Interoperability in Data Spaces

Motivation for interoperability

Data is one of the most valuable assets in the digital economy, but its potential value can only be realized if it can move and interact with other data to produce insights that create value. For this, it must be possible for data to be shared and reused in a trusted way. Interoperability is the ability of different systems and organizations to exchange, understanding, and use of data, is essential for enabling data sharing and creating value in data ecosystems. Data Spaces help to establish a common understanding of trust, and provide a mechanism to establish sharing contracts, which include access and usage policies that ensure the protection and accountability of data providers and data consumers. As Data Spaces become more prevalent and diverse, there is also a growing need for intra- and cross-Data Spaces interoperability.

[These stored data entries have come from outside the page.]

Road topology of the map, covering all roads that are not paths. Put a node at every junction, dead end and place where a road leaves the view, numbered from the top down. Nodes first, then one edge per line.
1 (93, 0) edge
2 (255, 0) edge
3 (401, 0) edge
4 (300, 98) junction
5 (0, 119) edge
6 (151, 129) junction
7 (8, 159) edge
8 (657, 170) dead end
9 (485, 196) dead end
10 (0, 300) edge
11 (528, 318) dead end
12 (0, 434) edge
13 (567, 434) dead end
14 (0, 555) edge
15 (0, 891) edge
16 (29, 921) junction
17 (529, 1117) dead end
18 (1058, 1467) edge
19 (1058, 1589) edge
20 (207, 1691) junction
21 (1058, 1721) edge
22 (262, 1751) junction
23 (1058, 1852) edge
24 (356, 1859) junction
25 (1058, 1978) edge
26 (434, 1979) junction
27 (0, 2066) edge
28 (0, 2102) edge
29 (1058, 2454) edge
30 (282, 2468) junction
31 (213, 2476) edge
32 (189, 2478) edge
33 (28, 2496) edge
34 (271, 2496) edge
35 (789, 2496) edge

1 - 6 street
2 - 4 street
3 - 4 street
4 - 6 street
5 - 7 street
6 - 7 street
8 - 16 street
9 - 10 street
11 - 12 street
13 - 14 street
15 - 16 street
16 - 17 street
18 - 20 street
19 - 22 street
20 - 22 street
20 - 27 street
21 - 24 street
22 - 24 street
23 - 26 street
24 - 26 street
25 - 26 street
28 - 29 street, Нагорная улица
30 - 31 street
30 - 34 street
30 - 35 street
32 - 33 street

Different Data Spaces may have different goals, architectures, business models, and governance structures, depending on the authority or community that drives them. To avoid fragmentation and duplication of efforts, participants in these Data Spaces need to communicate in an interoperable way with each other and across multiple Data Spaces, following common standards and principles.

Interoperability can be achieved at different levels, depending on the degree of integration and alignment of the data and systems involved. Two well-known frameworks that define interoperability levels are the ISO/IEC 19941 standard for cloud computing interoperability and portability, and the European Interoperability Framework for public services. Both frameworks identify four main levels of interoperability: technical (transport & syntactic), semantic, organizational, and legal:

Technical interoperability refers to the physical and logical connections between systems and data sources, such as protocols, interfaces, and formats. This includes syntactic interoperability which refers to the structure and syntax of the data exchanged, such as schemas, models, and vocabularies.
Semantic interoperability refers to the meaning and interpretation of the data, such as concepts, relationships, and ontologies.
Organizational interoperability refers to the processes, policies, and governance of data sharing, such as roles, responsibilities, and agreements.
Legal interoperability refers to the acceptance of legal equivalence of contracts and contractual clauses between different data ecosystems. These ecosystems can have differences on multiple dimensions, based for example on industry regulations, or national laws but also contractual statements with identical wordings might have diverging interpretations in different data ecosystems.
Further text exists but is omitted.